▸ **EXERCISE DESCRIPTION**
Take the lines from the head of the listing through the one bearing "index tip: (340, 224)" and copy them exactly, leaving every picture out.
___ MATERIAL SHOWN ___
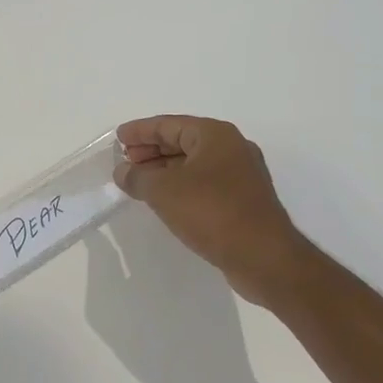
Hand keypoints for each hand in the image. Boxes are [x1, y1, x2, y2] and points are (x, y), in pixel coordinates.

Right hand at [114, 116, 307, 306]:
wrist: (264, 257)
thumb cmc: (211, 212)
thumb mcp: (163, 191)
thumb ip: (137, 177)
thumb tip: (122, 171)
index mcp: (215, 135)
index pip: (169, 124)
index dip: (140, 131)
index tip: (118, 138)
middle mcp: (232, 148)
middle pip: (182, 141)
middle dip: (151, 150)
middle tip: (125, 160)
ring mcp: (241, 175)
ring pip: (194, 164)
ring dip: (164, 170)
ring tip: (139, 181)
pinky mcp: (243, 200)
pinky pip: (204, 183)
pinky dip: (181, 186)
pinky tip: (165, 200)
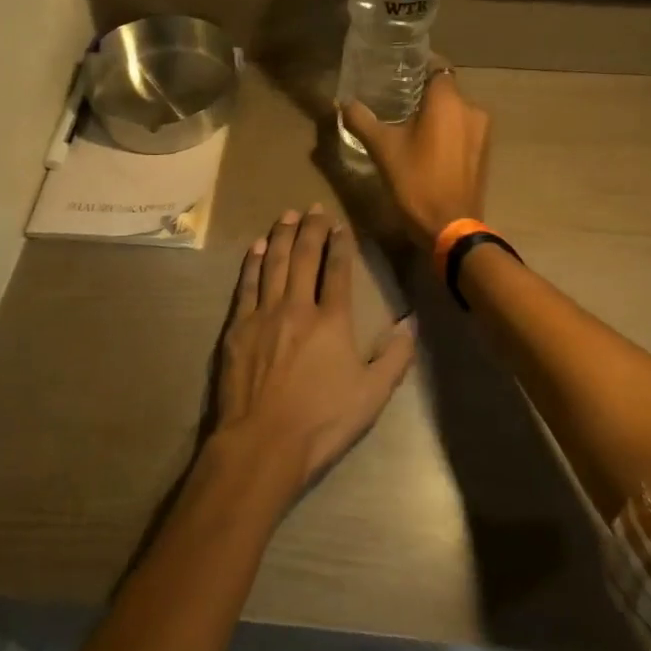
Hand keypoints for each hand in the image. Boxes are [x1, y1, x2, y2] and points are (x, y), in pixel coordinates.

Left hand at [214, 206, 416, 491]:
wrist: (263, 442)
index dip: (340, 244)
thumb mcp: (372, 395)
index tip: (340, 224)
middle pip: (304, 257)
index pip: (337, 270)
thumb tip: (412, 323)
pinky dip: (252, 262)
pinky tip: (256, 247)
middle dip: (311, 229)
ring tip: (287, 215)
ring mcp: (264, 314)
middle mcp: (298, 306)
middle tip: (313, 208)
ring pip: (273, 263)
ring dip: (281, 236)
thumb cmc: (322, 421)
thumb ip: (395, 357)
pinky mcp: (238, 327)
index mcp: (332, 321)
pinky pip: (246, 284)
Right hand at [340, 64, 492, 246]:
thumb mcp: (382, 149)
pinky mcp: (484, 152)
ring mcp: (482, 131)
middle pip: (445, 88)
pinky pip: (463, 129)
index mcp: (448, 100)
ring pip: (454, 110)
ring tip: (408, 124)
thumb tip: (342, 102)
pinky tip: (426, 145)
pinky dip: (446, 130)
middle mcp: (471, 108)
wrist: (451, 228)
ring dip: (435, 113)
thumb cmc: (416, 182)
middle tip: (394, 100)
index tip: (396, 70)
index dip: (417, 65)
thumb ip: (362, 120)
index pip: (436, 65)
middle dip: (422, 92)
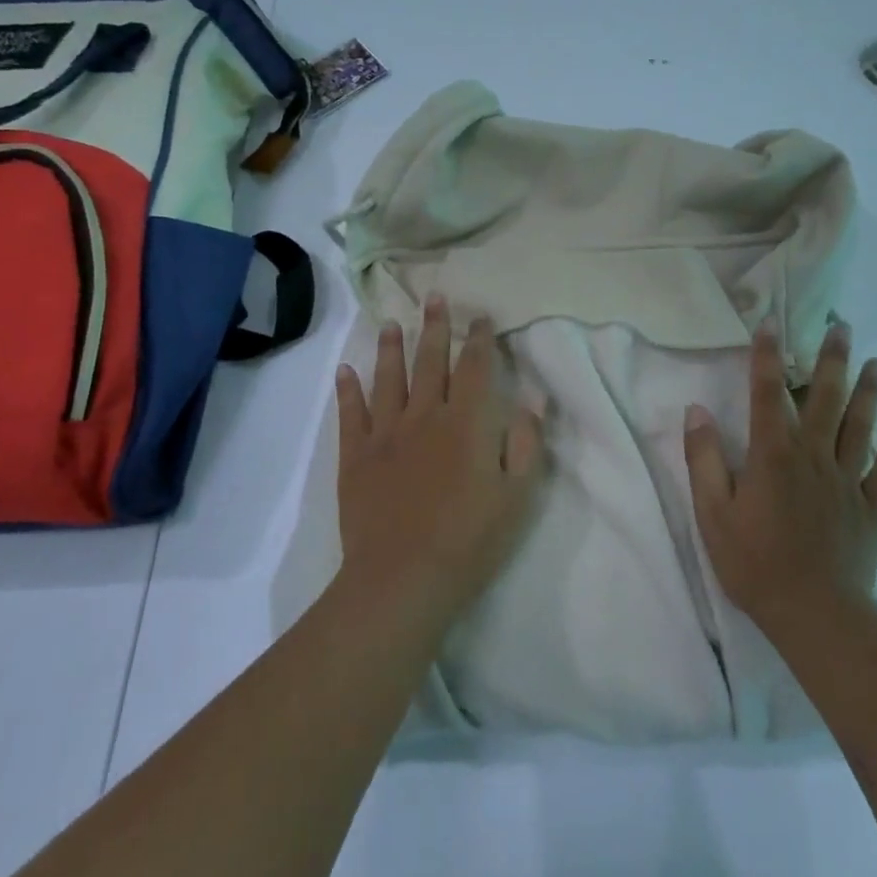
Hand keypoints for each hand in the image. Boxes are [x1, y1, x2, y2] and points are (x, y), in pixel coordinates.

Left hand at [333, 295, 544, 630]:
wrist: (402, 578)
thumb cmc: (469, 540)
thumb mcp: (516, 496)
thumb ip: (526, 444)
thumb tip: (532, 400)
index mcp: (467, 423)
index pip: (476, 368)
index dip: (480, 339)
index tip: (480, 317)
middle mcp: (425, 416)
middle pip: (431, 362)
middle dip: (435, 328)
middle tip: (434, 298)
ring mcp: (386, 434)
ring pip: (389, 379)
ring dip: (390, 349)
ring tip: (390, 324)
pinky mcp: (356, 456)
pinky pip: (351, 414)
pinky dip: (347, 390)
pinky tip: (344, 371)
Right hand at [683, 322, 876, 636]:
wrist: (816, 615)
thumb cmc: (755, 562)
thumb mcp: (712, 513)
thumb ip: (703, 459)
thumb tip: (697, 411)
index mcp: (772, 455)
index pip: (766, 393)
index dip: (767, 356)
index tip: (770, 323)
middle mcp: (813, 456)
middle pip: (825, 398)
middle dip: (832, 359)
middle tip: (843, 327)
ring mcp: (846, 481)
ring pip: (860, 426)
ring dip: (868, 392)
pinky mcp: (869, 507)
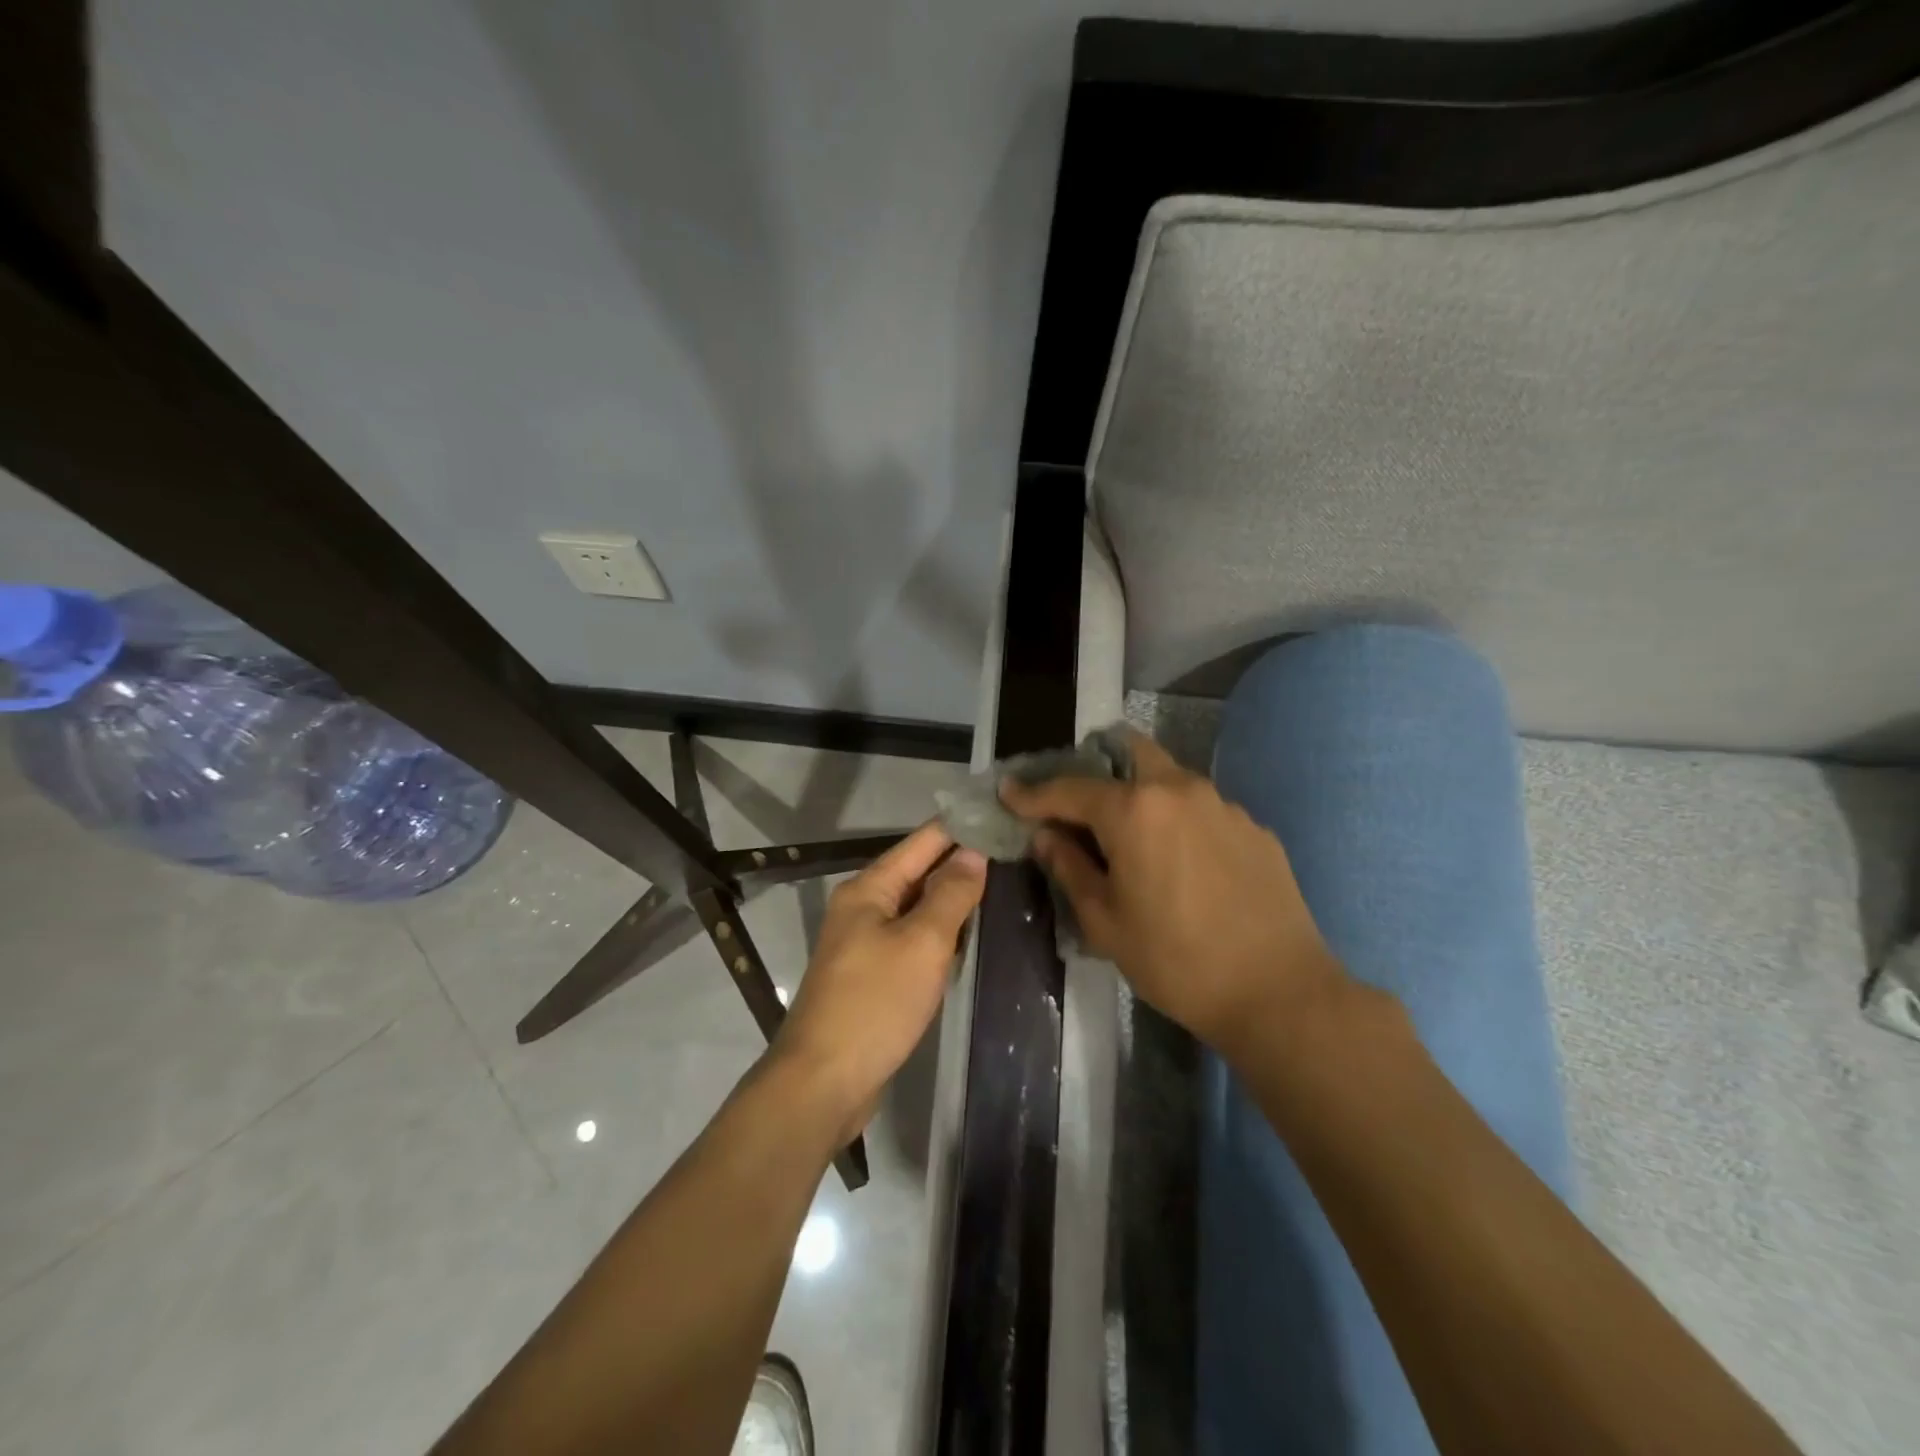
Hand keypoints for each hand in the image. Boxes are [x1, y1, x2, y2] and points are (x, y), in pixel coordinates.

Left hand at [773, 823, 986, 1141]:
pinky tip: (969, 936)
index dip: (962, 828)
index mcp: (869, 889)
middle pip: (919, 872)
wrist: (823, 1082)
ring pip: (917, 908)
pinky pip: (912, 939)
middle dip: (961, 862)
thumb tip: (974, 853)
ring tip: (1002, 885)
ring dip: (953, 898)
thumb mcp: (922, 943)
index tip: (1003, 817)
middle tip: (1014, 853)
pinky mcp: (872, 976)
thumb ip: (951, 894)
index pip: (923, 842)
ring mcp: (865, 942)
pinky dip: (940, 933)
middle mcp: (863, 908)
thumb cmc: (876, 1003)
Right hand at [1001, 732, 1345, 1058]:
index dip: (1032, 792)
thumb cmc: (1176, 960)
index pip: (1069, 788)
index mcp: (1134, 810)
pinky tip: (1182, 863)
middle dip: (1097, 766)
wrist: (1278, 992)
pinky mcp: (1254, 828)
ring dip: (1141, 794)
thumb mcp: (1105, 921)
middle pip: (1130, 752)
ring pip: (1170, 779)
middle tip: (1078, 801)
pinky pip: (1203, 809)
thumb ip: (1069, 867)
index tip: (1008, 791)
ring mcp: (1223, 805)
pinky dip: (1179, 821)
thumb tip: (1047, 836)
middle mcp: (1179, 790)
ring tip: (1131, 837)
___
▸ **ANSWER**
Hand keypoints for each hand in the image. Boxes are [x1, y1, x2, y2] and points are (x, y), in pixel coordinates.

Right hand at [114, 116, 307, 306]:
wrist: (264, 257)
thumb cmc: (211, 212)
thumb mcp: (163, 191)
thumb ip: (137, 177)
thumb tip: (122, 171)
index mcp: (215, 135)
index pip: (169, 124)
index dip: (140, 131)
index tip: (118, 138)
middle mcp: (232, 148)
middle pip: (182, 141)
middle dip: (151, 150)
middle tip: (125, 160)
ring mcp: (241, 175)
ring pip: (194, 164)
ring dip: (164, 170)
ring tip: (139, 181)
pinky mcp: (243, 200)
pinky pip: (204, 183)
pinky dip: (181, 186)
pinky tip: (165, 200)
Hand keypoints for each hand in the image. Boxes are [x1, y1, x2, y2] and points are (x, y), in pixel coordinates.

Left hand at [214, 206, 416, 491]:
wrist: (263, 442)
index dip: (340, 244)
thumb mcp: (372, 395)
index tip: (340, 224)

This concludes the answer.